In the case of Sampson v. Knight Transportation, the court rejected the plaintiffs’ argument that the Washington minimum wage law requires employers to pay separately for time spent on non-piece rate activities, which the plaintiffs had argued were any non-driving activities.
“The Washington State Supreme Court decided that, look, it doesn’t matter what you’re doing as long as the pay you receive for the hours that you work is equivalent to at least the Washington minimum wage,” said Adam Smedstad, a partner with the transportation law firm, Scopelitis, Garvin, Light, Hanson & Feary.
That practice is known as wage averaging. “What the court said,” explained Smedstad, “is if an employer pays $50 based on a mileage piece rate, the employer is entitled to credit that $50 to all work the employee performed, whether it was driving or not driving.”
“You take the total amount of wages for work week divided by the total number of hours, and if the resulting figure is at least minimum wage then you have complied with Washington law.”
Plaintiff Valerie Sampson had filed a lawsuit claiming Knight Transportation engaged in wage and hour violations, including failing to pay drivers for all of their work, failing to pay drivers for their rest breaks and making unlawful deductions to the wages.
Attorneys for the plaintiff could not immediately be reached for comment.
In its ruling, the court distinguished the case from Carranza v. Dovex Fruit Co., in which the court expressly held that agricultural employers could not wage average. The agriculture industry in Washington is excluded from some of the pay regulations that govern other industries, Smedstad said.
The Sampson decision also drew a distinction between Washington state and California, where a statute requires employers to pay for activities for time spent on activities not related to the piece.
Smedstad said there was concern on the part of industry that the court would follow California’s lead in the wage and hour arena as it did when it manufactured meal and rest break penalties.

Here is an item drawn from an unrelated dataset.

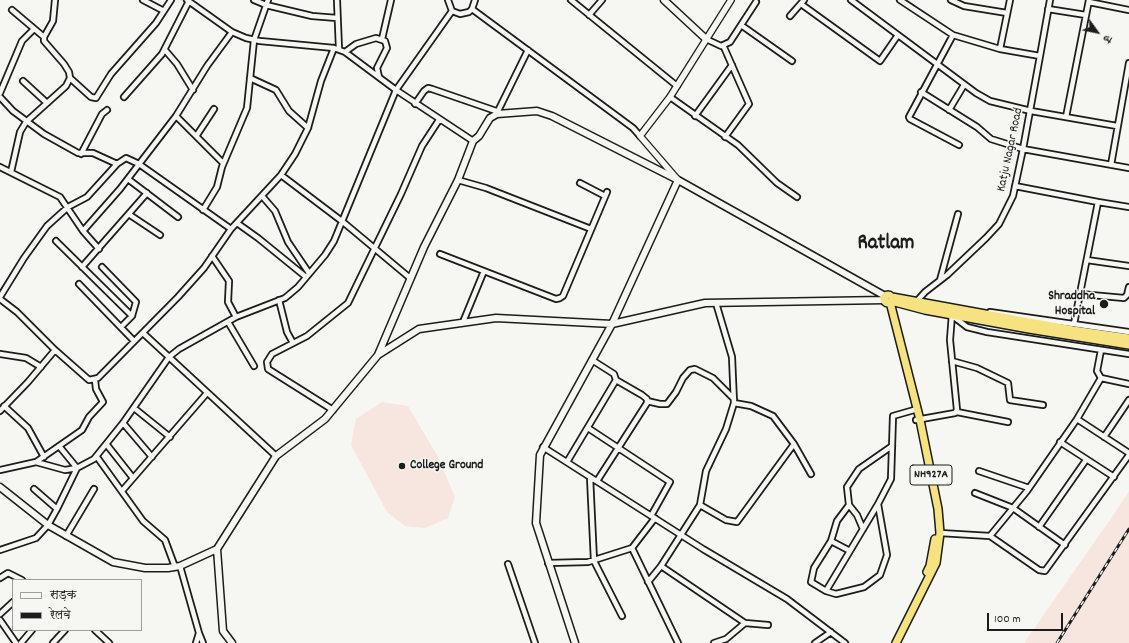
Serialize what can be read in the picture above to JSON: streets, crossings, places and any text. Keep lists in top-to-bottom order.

While Washington State has meal and rest break requirements similar to California, the statute does not provide for a remedy for missed or not provided rest breaks. The Washington State Supreme Court responded by fashioning a remedy for missed meal breaks, “so there was some concern [the Knight case] was going to go the California route,” Smedstad said.
The latest ruling puts Washington state back in line with federal law with respect to determining compliance with minimum wage laws, Smedstad said, as the Fair Labor Standards Act allows employers to wage average.